[Stored items]
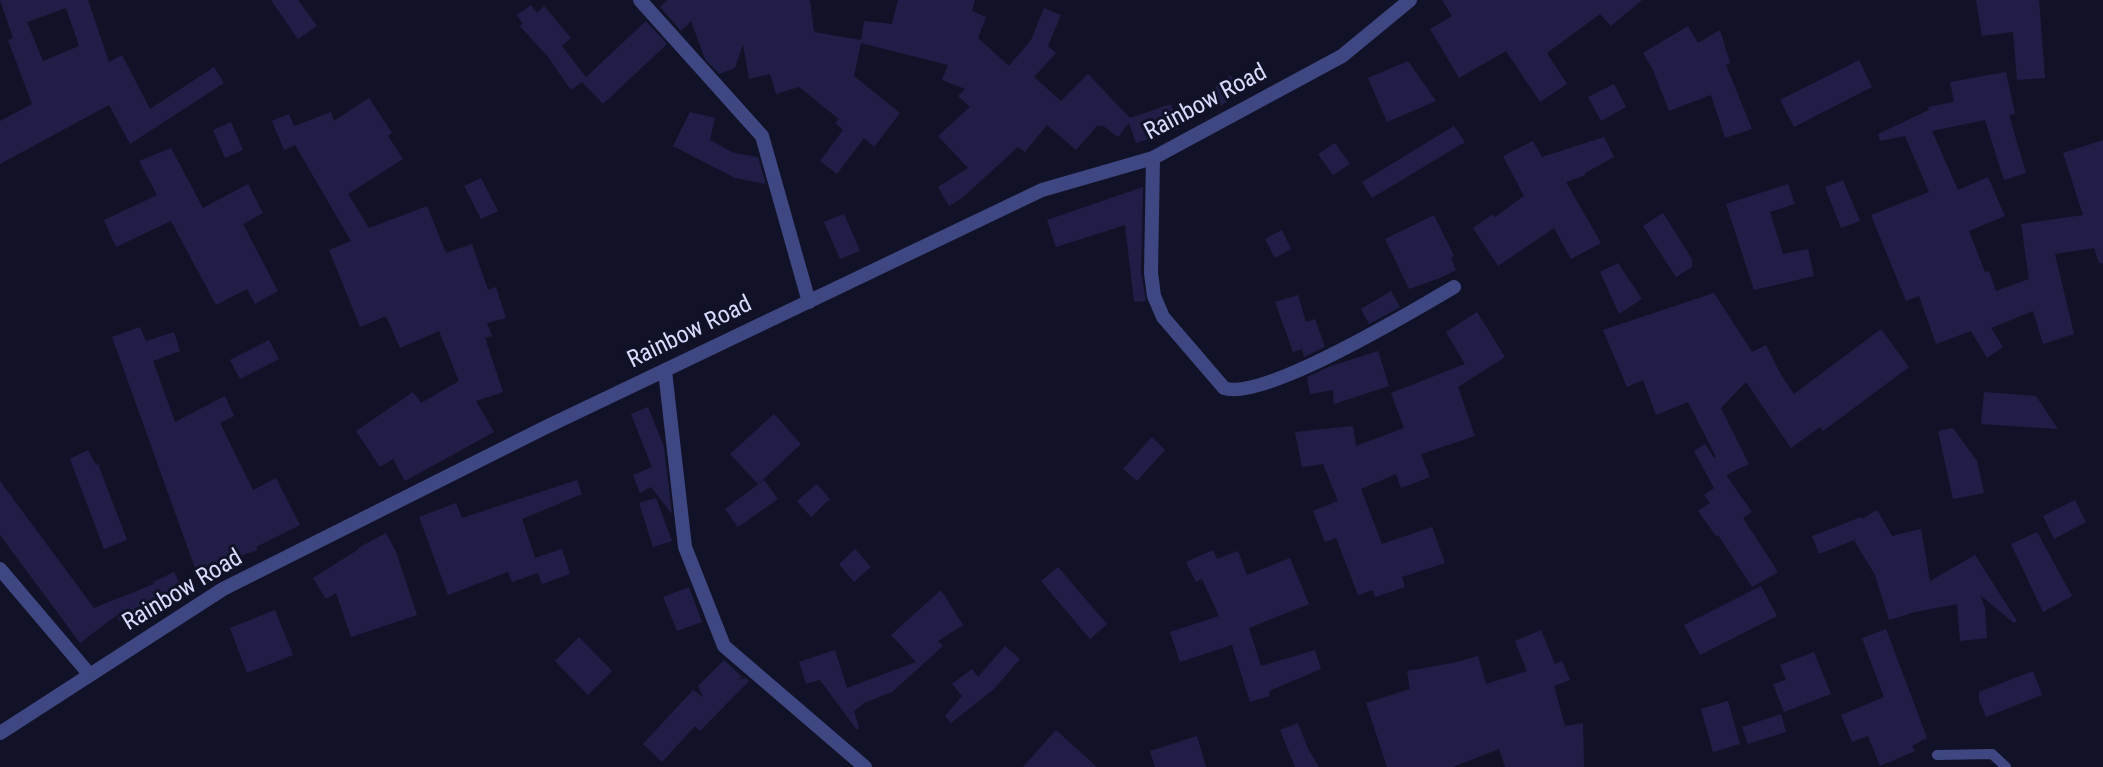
<!DOCTYPE html>
<html>
<head>
<meta charset="utf-8">
<style>
  body { margin:0 }
  canvas { display:block; background:#111127 }
</style>
</head>
<body>
<canvas width="2103" height="767"></canvas>
<script>
const c = document.querySelector('canvas').getContext('2d');
c.lineJoin = 'round';
function paint(path, color) { c.fillStyle = color; c.fill(path, 'evenodd'); }
function trace(path, color, width, dash) { c.strokeStyle = color; c.lineWidth = width; c.lineCap = dash ? 'butt' : 'round'; c.setLineDash(dash || []); c.stroke(path); }
function write(font, color, halo, rows, align = 'center') {
  c.font = font + ' "Roboto Condensed",sans-serif'; c.lineWidth = 6; c.setLineDash([]); c.textBaseline = 'middle'; c.strokeStyle = halo; c.fillStyle = color; for (const [text, x, y, turn = 0] of rows) {
    c.save(); c.translate(x, y); c.rotate((+turn || 0) * Math.PI / 180); c.textAlign = isNaN(turn) ? turn : align; if (halo) c.strokeText(text, 0, 0); c.fillText(text, 0, 0); c.restore();
  }
}
paint(new Path2D(`
  M0,0h88l21,62 13,-7 28,54 64,-42 10,16 -94,61 -21,-39 -109,59v-43l32,-17 -24,-64 5,-2zM66,8l13,38 -36,15 -16,-39z
  M271,0h27l19,26 -19,13z
  M667,0h143l4,32 47,8 3,-19 28,3 6,-24h77l-3,11 14,6 -8,21 31,28 22,-26 13,-32 17,7 -13,31 8,7 -22,24 27,24 27,-27 42,44 41,-14 8,25 -43,14 -7,-20 -11,14 -16,-12 -2,2 -2,-2 -22,25 -29,-25 -22,27 -7,-5 -56,51 -13,8 -11,-19 30,-19 -30,-32 32,-29 -12,-11 7,-7 -23,-9 6,-15 -87,-22 -7,33 46,37 -26,34 -10,-9 -27,36 -17,-13 23,-31 -8,-7 4,-4 -40,-32 -23,7 -6,-20 -21,5 -6,-35 -8,24 -16,6 -14,-15 -14,-38 -10,10 -21,-24z
  M1442,0h200l-31,26 -11,-12 -53,39 20,31 -27,18 -34,-51 -47,27 -29,-49 22,-13z
  M1976,0h63l6,78 -28,2 -4,-48 -31,4z
  M531,5l6,8 7,-7 27,32 -9,8 24,31 60,-56 21,23 -64,60 -21,-22 -11,8 -23,-33 -28,-31 3,-2 -6,-9z
  M1688,26l10,17 22,-13 10,33 -4,2 26,64 -27,9 -14,-43 -42,16 -16,-41 -10,-17z
  M1859,60l13,27 -78,40 -14,-27z
  M1408,61l28,40 -49,21 -19,-44z
  M2006,72l9,42 -6,1 17,58 -22,7 -19,-60 -53,11 26,59 30,-13 17,39 -36,15 16,41 4,-1 7,20 33,-12 -8,-55 62,-9 -20,-62 40,-13v123h-4l-5,-15 -39,6 19,80 -31,10 -10,-33 -42,17 12,19 -16,11 -16,-27 -35,13 -17,-48 -13,5 -35,-86 58,-23 -24,-56 -25,5 -2,-7 51,-24 -1,-3 26,-5 -4,-20z
  M1230,75l12,14 -21,17 -11,-14z
  M1614,84l12,23 -25,14 -13,-24z
  M369,98l23,35 -4,3 15,23 -55,35 21,34 58,-22 19,47 26,-9 16,46 8,-3 10,31 -19,5 5,13 -7,2 18,54 -27,9 18,31 -89,49 -12,-22 -13,8 -24,-36 57,-39 8,11 38,-22 -20,-50 -39,17 -14,-32 -26,11 -31,-77 22,-9 -56,-96 -11,5 -12,-29 17,-7 5,12 37,-14 3,9z
  M690,112l25,6 -5,22 24,13 24,4 8,27 -31,-6 -62,-32z
  M231,122l12,28 -18,8 -12,-28z
  M1454,126l11,16 -93,56 -10,-16z
  M1604,137l10,20 -29,16 1,2 -20,7 35,61 -30,16 -17,-31 -56,38 -25,-38 20,-14 2,3 29,-21 -21,-40 30,-15 9,16z
  M1335,143l15,21 -17,11 -15,-21z
  M171,148l32,60 45,-24 15,29 -20,11 35,67 -23,13 -8,-15 -31,16 -45,-84 -55,26 -12,-27 53,-25 -18,-34z
  M481,178l17,33 -17,8 -17,-33z
  M1843,180l17,41 -19,7 -16,-41z
  M1788,184l7,20 -25,8 13,42 25,-5 6,27 -60,14 -28,-86z
  M1143,187l-2,86 5,28 -12,1 -9,-77 -69,22 -9,-27z
  M1663,213l29,46v8l-16,10 -33,-51z
  M844,214l16,37 -20,8 -16,-37z
  M1434,215l20,41 -3,2 5,12 -16,8 -31,11 -24,-50z
  M1282,230l9,19 -16,9 -10,-19z
  M1618,263l24,36 -23,15 -19,-42z
  M1391,291l9,16 -31,17 -8,-15z
  M1714,293l38,59 14,-7 15,30 13,19 87,-65 28,38 -86,64 -3,-4 -29,21 -45,-66 -25,26 28,56 -23,11 26,37 -9,6 35,54 -26,15 -34,-52 -2,1 -18,-25 12,-8 -6,-8 10,-7 -20,-37 11,-7 9,14 2,-1 -28,-55 -32,13 -13,-35 -16,7 -24,-57z
  M1298,295l8,27 9,-3 10,28 -21,10 -2,-8 -9,3 -18,-50z
  M1477,312l28,45 -47,30 17,49 -54,18 9,23 -29,11 -5,-14 -35,15 21,55 50,-17 13,36 -43,14 3,10 -30,10 -2,-7 -15,5 -22,-57 -11,4 -12,-31 25,-10 -15,-37 -21,3 -7,-35 58,-6 3,20 48,-18 -13,-35 74,-29 -19,-32z
  M140,327l6,14 28,-9 6,19 -27,10 22,61 50,-26 9,20 -14,7 33,67 23,-12 24,47 -44,22 2,3 -62,21 -84,-234z
  M269,340l10,19 -39,20 -10,-19z
  M1378,351l11,35 -55,18 -1,-14 -23,4 -3,-17 24,-11z
  M1984,392l52,4 22,33 -77,-5z
  M648,407l16,40 8,67 -21,-27 -11,6 -7,-18 19,-8 -21,-53z
  M774,414l27,30 -43,40 -28,-30z
  M1953,428l24,33 7,32 -31,6 -15,-68z
  M1152,437l13,13 -28,31 -14,-12z
  M88,450l8,15 2,-1 29,76 -23,9 -34,-90z
  M577,480l5,14 -60,25 13,39 27,-9 8,25 -28,10 -4,-11 -26,9 -4,-10 -60,23 -29,-78 37,-14 6,15z
  M764,480l14,19 -40,28 -13,-18z
  M0,481l94,127 60,-24 -1,-2 21,-10 11,22 -66,27 -2,-6 -37,28 -80,-108z
  M817,484l13,15 -19,18 -14,-16z
  M656,498l16,43 -19,6 -14,-44z
  M2075,500l11,22 -32,17 -11,-23z
  M1877,510l15,26 29,-7 9,52 45,-26 42,66 -3,2 -34,-28 5,13 2,30 -27,3 -3,-37 -42,8 -26,8 -14,-45 -21,-35 -35,14 -7,-18 49,-19 1,2z
  M2037,532l35,64 -29,16 -32,-68z
  M386,533l10,19 21,63 -66,22 -15,-44 -10,6 -13,-21 46,-29 -1,-1z
  M855,549l16,18 -17,15 -15,-18z
  M1213,550l4,9 21,-8 9,24 43,-17 19,46 -60,24 12,38 54,-16 6,19 -52,22 1,5 -20,6 -18,-57 -52,17 -10,-30 49,-16 -17,-37 -6,3 -10,-20z
  M1058,567l49,57 -17,15 -49,-58z
  M1761,586l16,30 -77,39 -16,-30z
  M689,587l13,35 -25,9 -14,-34z
  M941,590l22,35 -25,16 5,5 -51,46 -28,11 -10,8 5,17 -2,2 -37,-50 -14,4 -7,-22 36,-12 12,38 69,-26 -25,-27z
  M275,610l18,45 -46,18 -17,-45z
  M1886,629l41,109 -15,8 3,5 -35,15 -12,-30 -16,6 -11,-27 43,-18 -22,-59z
  M1541,630l14,34 7,-3 8,19 -16,6 11,40 18,-3 1,44h-79l-6,-18 -46,18h-66l-21,-64 44,-14 -3,-18 46,-8 25,-7 8,28 41,-13 -12,-30z
  M579,637l33,34 -24,24 -33,-34z
  M1005,646l15,13 -27,31 -42,33 -6,-7 17,-20 -10,-12 20,-15 6,8z
  M1814,652l17,42 -47,18 -11,-28 13,-4 -6,-15z
  M724,660l18,17 -5,3 9,-2 3,3 -49,50 -5,-5 -33,36 -19,-18 50,-54 10,7 -5,-11z
  M2033,671l9,24 -56,22 -7,-17v-8z
  M1728,701l12,43 -27,8 -12,-43z
  M1781,714l5,18 -38,12 -6,-17z
  M1298,723l10,26 11,18h-24l-15,-37z
  M1056,730l41,37h-74z
  M1197,736l9,31h-51l-5,-16z`), '#201e47');
trace(new Path2D(`
  M1937,755l55,-1 14,13`), '#3f4783', 10);
trace(new Path2D(`
  M640,0l122,136 47,166
  M1153,158l-2,115 3,23 9,21 61,71c38,14 191,-78 230,-101
  M665,371l20,176 39,99 141,121
  M0,569l90,106
  M0,733l223,-144 321,-161 498,-238 111,-32 189,-102 68,-56`), '#3f4783', 14);
write('24px', '#d9dbfd', '#111127', [
  ["Rainbow Road",1206,103,-28],
  ["Rainbow Road",690,333,-26],
  ["Rainbow Road",183,591,-31]
]);
</script>
</body>
</html>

-- Exercise instructions --
Return all lines in the data that include the word "function".

-- Exercise answer --
function paint(path, color) { c.fillStyle = color; c.fill(path, 'evenodd'); }
function trace(path, color, width, dash) { c.strokeStyle = color; c.lineWidth = width; c.lineCap = dash ? 'butt' : 'round'; c.setLineDash(dash || []); c.stroke(path); }
function write(font, color, halo, rows, align = 'center') {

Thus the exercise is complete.